## Required work
Search the records below for the word "Trần". Copy each line where it occurs.

## Input records
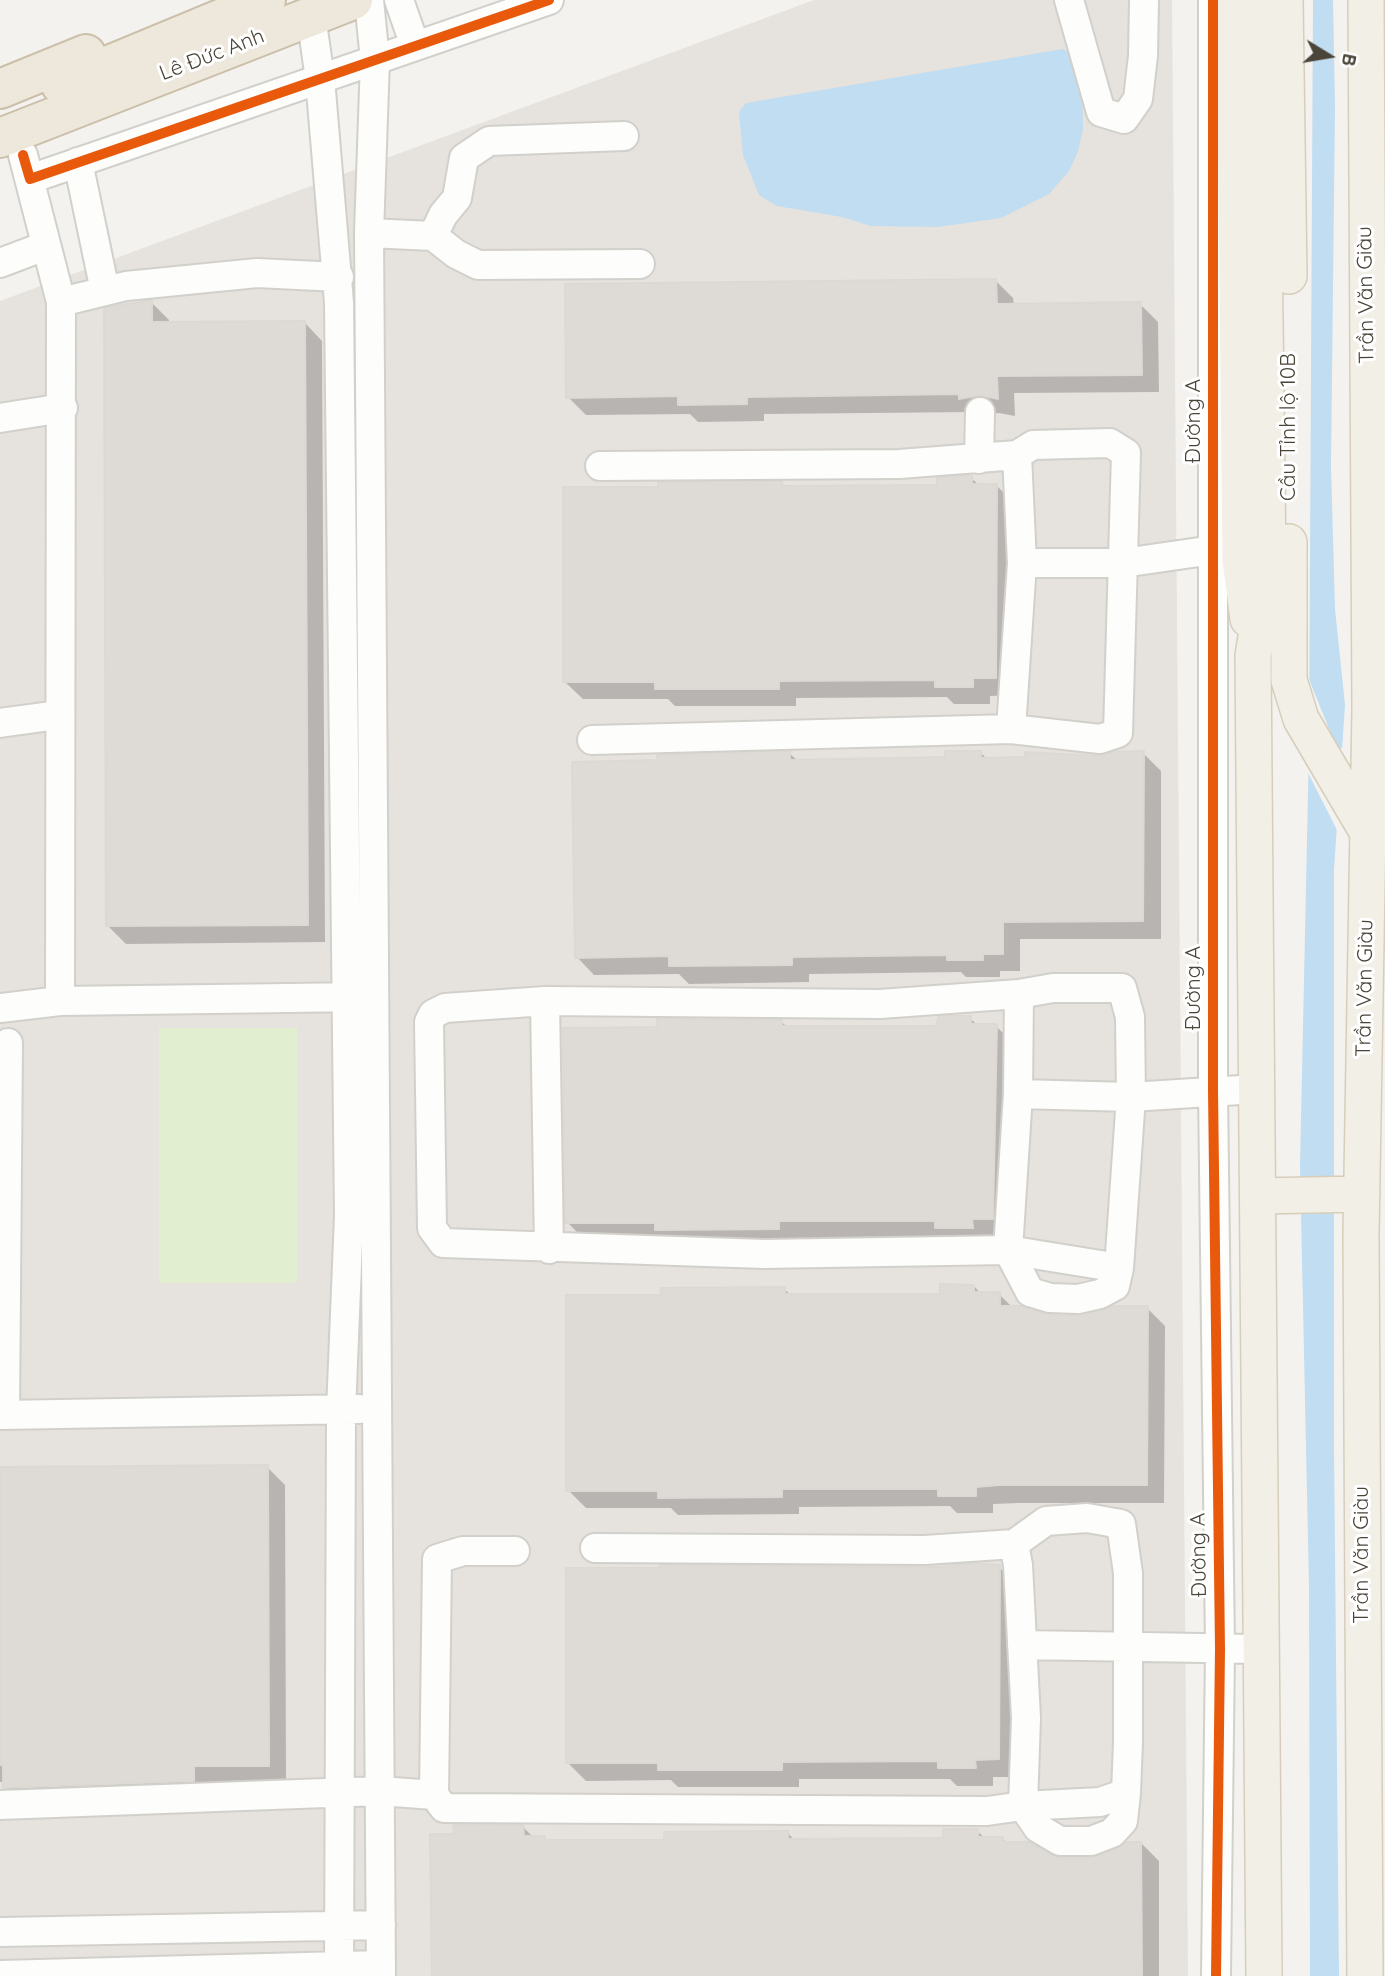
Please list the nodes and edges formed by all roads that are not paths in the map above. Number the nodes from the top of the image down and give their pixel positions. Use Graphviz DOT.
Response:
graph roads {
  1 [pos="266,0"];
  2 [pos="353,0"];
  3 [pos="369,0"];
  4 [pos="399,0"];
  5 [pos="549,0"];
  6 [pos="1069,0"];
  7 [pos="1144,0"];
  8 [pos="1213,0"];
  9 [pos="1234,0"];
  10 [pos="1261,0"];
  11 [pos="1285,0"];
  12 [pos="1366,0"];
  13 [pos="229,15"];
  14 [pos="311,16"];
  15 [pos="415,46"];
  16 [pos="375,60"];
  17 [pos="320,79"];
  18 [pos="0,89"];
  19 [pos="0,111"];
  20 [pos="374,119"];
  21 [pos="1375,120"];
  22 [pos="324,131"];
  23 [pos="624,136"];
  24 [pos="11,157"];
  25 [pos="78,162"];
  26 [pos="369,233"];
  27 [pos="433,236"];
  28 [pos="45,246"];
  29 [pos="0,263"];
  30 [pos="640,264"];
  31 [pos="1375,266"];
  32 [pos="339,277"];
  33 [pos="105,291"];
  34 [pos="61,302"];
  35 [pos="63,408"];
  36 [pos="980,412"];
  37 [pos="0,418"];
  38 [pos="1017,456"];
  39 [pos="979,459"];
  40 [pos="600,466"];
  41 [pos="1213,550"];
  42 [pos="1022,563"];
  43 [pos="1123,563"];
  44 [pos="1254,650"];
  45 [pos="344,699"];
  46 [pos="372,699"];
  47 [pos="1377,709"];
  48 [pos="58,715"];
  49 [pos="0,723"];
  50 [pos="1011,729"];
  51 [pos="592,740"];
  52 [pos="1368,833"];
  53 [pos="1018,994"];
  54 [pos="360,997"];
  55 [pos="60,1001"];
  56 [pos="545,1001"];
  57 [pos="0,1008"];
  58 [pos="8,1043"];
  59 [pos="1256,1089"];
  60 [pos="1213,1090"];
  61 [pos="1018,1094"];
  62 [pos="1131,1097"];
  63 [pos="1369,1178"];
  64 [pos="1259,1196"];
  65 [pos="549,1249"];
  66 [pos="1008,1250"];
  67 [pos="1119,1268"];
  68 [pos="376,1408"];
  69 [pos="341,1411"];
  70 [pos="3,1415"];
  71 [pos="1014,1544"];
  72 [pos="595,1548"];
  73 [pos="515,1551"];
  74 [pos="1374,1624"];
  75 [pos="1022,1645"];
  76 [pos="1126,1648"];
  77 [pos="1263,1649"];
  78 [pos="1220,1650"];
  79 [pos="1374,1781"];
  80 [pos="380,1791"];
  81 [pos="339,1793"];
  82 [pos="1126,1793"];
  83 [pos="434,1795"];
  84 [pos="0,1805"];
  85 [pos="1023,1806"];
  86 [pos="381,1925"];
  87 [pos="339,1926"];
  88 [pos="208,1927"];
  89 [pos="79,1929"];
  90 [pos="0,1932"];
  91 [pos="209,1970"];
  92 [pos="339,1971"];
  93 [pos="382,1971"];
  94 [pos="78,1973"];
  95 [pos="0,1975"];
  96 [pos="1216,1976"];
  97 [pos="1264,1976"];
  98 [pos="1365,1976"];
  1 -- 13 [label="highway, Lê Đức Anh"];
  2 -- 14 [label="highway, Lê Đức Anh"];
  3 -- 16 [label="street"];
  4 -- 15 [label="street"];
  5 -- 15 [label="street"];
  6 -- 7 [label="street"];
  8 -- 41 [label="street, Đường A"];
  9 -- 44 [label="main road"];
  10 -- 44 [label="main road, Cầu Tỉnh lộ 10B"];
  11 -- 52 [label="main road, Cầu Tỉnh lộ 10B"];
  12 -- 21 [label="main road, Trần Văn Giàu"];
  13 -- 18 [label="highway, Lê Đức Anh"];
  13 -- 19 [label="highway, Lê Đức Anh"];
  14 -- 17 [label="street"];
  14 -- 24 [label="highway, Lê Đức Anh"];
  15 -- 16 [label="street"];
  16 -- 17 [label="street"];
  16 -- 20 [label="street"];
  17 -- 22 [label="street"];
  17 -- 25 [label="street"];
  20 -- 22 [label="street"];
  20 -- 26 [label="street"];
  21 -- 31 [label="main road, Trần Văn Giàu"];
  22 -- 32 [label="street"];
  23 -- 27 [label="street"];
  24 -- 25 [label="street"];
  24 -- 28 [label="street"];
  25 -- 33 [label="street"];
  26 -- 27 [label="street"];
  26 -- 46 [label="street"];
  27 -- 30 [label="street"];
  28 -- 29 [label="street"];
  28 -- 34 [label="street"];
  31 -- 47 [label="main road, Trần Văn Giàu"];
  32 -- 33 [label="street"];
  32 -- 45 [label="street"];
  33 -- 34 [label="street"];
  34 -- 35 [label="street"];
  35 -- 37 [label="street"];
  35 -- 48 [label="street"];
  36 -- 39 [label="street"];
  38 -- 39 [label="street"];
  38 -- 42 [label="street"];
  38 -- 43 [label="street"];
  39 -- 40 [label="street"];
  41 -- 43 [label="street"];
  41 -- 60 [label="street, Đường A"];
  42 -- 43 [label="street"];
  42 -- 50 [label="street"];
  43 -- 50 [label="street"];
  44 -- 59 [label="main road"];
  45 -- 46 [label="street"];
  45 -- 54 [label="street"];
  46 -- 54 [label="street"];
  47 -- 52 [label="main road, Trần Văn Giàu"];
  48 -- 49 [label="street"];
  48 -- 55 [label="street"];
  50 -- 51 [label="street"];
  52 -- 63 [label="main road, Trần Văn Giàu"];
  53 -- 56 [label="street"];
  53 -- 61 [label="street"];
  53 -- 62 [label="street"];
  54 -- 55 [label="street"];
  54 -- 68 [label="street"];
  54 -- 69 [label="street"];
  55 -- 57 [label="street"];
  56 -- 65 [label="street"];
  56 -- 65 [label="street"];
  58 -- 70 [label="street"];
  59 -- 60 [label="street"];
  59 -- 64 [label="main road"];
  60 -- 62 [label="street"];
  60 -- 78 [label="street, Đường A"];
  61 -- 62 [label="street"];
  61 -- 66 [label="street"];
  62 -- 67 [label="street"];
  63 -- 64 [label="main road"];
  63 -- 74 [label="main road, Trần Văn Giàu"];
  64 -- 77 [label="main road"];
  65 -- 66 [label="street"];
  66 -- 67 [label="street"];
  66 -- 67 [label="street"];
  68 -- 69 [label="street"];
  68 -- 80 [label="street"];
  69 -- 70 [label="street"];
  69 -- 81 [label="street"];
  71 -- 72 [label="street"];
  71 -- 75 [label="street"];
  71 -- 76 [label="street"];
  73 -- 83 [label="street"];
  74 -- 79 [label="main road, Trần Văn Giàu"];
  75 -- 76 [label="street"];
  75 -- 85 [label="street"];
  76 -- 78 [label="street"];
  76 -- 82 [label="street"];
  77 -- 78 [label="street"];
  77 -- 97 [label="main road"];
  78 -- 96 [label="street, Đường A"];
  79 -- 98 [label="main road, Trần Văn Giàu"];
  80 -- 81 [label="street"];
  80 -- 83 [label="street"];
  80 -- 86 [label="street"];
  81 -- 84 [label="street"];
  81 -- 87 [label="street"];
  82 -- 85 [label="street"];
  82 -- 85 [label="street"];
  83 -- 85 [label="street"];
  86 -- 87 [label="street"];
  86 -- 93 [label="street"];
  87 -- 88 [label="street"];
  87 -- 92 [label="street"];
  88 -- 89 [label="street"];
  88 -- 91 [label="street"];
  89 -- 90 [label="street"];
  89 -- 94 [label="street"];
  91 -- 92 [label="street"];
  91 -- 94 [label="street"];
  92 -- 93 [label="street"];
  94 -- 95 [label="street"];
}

## Result of the exercise
  12 -- 21 [label="main road, Trần Văn Giàu"];
  21 -- 31 [label="main road, Trần Văn Giàu"];
  31 -- 47 [label="main road, Trần Văn Giàu"];
  47 -- 52 [label="main road, Trần Văn Giàu"];
  52 -- 63 [label="main road, Trần Văn Giàu"];
  63 -- 74 [label="main road, Trần Văn Giàu"];
  74 -- 79 [label="main road, Trần Văn Giàu"];
  79 -- 98 [label="main road, Trần Văn Giàu"];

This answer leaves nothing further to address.